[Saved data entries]
= = = = =

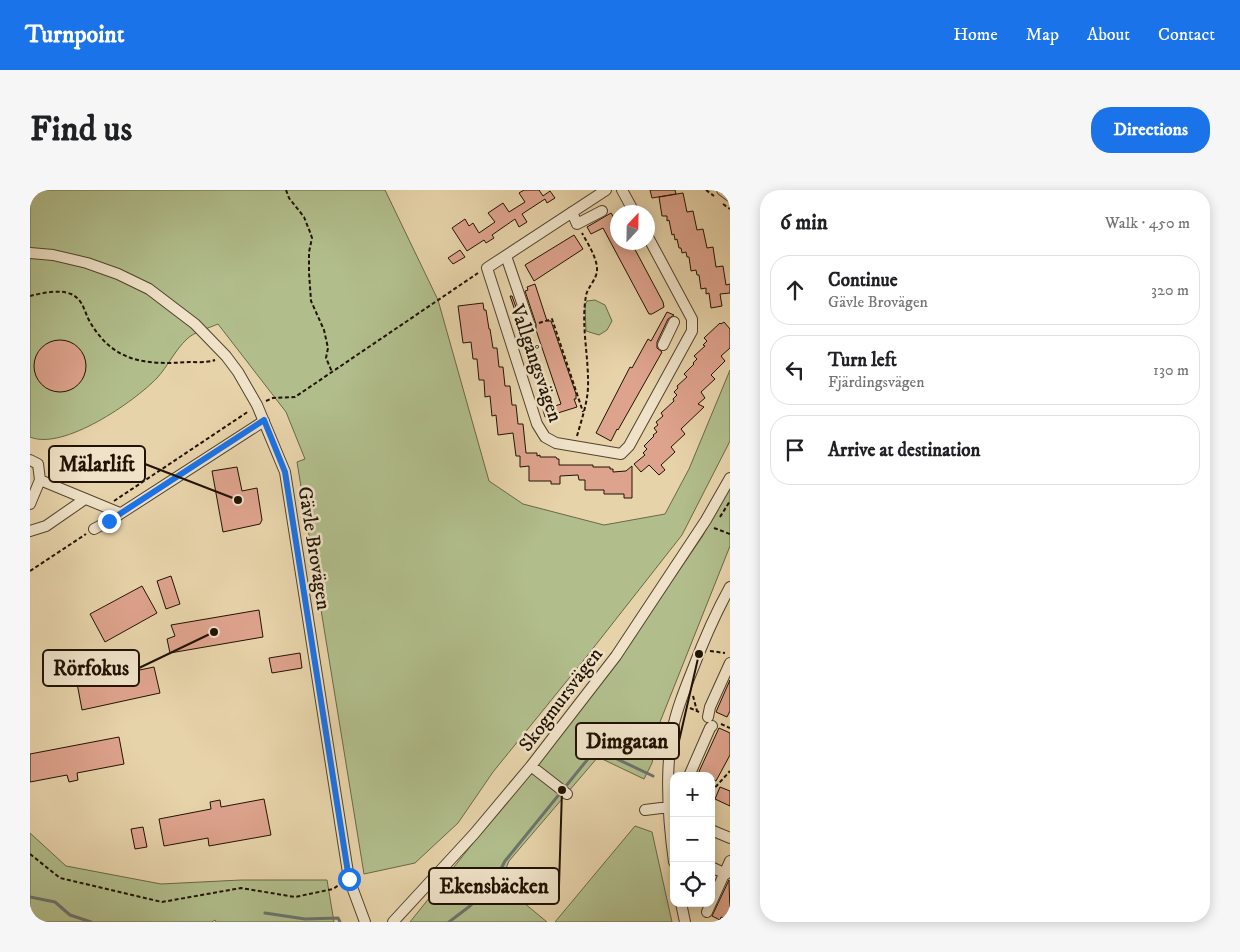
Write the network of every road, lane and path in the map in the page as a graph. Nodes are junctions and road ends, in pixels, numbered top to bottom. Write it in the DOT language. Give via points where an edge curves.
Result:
graph roads {
  1 [pos="286,190"];
  2 [pos="606,190"];
  3 [pos="622,190"];
  4 [pos="722,190"];
  5 [pos="730,196"];
  6 [pos="630,205"];
  7 [pos="602,211"];
  8 [pos="572,212"];
  9 [pos="578,224"];
  10 [pos="655,250"];
  11 [pos="30,253"];
  12 [pos="506,256"];
  13 [pos="30,296"];
  14 [pos="674,322"];
  15 [pos="530,326"];
  16 [pos="668,334"];
  17 [pos="685,344"];
  18 [pos="663,345"];
  19 [pos="226,356"];
  20 [pos="332,372"];
  21 [pos="584,413"];
  22 [pos="264,420"];
  23 [pos="574,447"];
  24 [pos="30,460"];
  25 [pos="730,478"];
  26 [pos="40,480"];
  27 [pos="85,499"];
  28 [pos="30,504"];
  29 [pos="120,513"];
  30 [pos="714,528"];
  31 [pos="94,529"];
  32 [pos="30,531"];
  33 [pos="730,534"];
  34 [pos="730,587"];
  35 [pos="702,647"];
  36 [pos="730,654"];
  37 [pos="730,664"];
  38 [pos="693,691"];
  39 [pos="697,711"];
  40 [pos="532,766"];
  41 [pos="691,772"];
  42 [pos="729,773"];
  43 [pos="715,788"];
  44 [pos="567,794"];
  45 [pos="669,807"];
  46 [pos="645,810"];
  47 [pos="670,818"];
  48 [pos="715,834"];
  49 [pos="730,838"];
  50 [pos="30,854"];
  51 [pos="730,862"];
  52 [pos="715,869"];
  53 [pos="726,874"];
  54 [pos="349,879"];
  55 [pos="682,907"];
  56 [pos="708,912"];
  57 [pos="365,922"];
  58 [pos="393,922"];
  59 [pos="686,922"];
  1 -- 20 [label="path" via="304,217 312,238 309,245 311,301 324,330 328,348 326,358"];
  2 -- 8 [label="street, Vallgångsvägen"];
  3 -- 6 [label="street"];
  4 -- 5 [label="street"];
  7 -- 9 [label="street"];
  8 -- 9 [label="street"];
  8 -- 12 [label="street, Vallgångsvägen"];
  9 -- 21 [label="path" via="597,270 586,294 588,382"];
  10 -- 17 [label="street, Vallgångsvägen" via="692,319 692,331"];
  11 -- 19 [label="street, Gävle Brovägen" via="87,263 149,289 195,324"];
  12 -- 15 [label="street"];
  12 -- 23 [label="street, Vallgångsvägen" via="487,268 537,424 545,438"];
  13 -- 19 [label="path" via="50,292 70,294 79,300 89,321 112,348 137,361 155,364 211,362"];
  14 -- 16 [label="street"];
  15 -- 21 [label="path" via="552,318"];
  16 -- 17 [label="street"];
  16 -- 18 [label="street"];
  17 -- 23 [label="street, Vallgångsvägen" via="629,446 621,454"];
  19 -- 22 [label="street, Gävle Brovägen"];
  21 -- 23 [label="path"];
  22 -- 29 [label="street"];
  22 -- 54 [label="street, Gävle Brovägen" via="285,472"];
  24 -- 26 [label="street" via="38,464"];
  25 -- 40 [label="street, Skogmursvägen" via="616,656"];
  26 -- 27 [label="street"];
  26 -- 28 [label="street"];
  27 -- 29 [label="street"];
  27 -- 32 [label="street" via="46,526"];
  29 -- 31 [label="street"];
  30 -- 33 [label="path"];
  34 -- 35 [label="street"];
  35 -- 36 [label="path"];
  35 -- 45 [label="street" via="679,703 673,730"];
  37 -- 41 [label="street" via="710,707 710,728"];
  38 -- 39 [label="path"];
  40 -- 44 [label="street"];
  40 -- 58 [label="street, Skogmursvägen"];
  42 -- 43 [label="path"];
  45 -- 46 [label="street"];
  45 -- 47 [label="street"];
  48 -- 49 [label="street"];
  50 -- 54 [label="path" via="60,878 162,902 241,888 295,897 332,889"];
  51 -- 53 [label="street"];
  52 -- 53 [label="street"];
  53 -- 56 [label="street"];
  54 -- 57 [label="street, Gävle Brovägen"];
  55 -- 59 [label="street"];
}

= = = = =

■ WHAT YOU SHOULD DO: Show every line from the entries above in which "Brovägen" appears.

■ RESPONSE BELOW:
  11 -- 19 [label="street, Gävle Brovägen" via="87,263 149,289 195,324"];
  19 -- 22 [label="street, Gävle Brovägen"];
  22 -- 54 [label="street, Gävle Brovägen" via="285,472"];
  54 -- 57 [label="street, Gävle Brovägen"];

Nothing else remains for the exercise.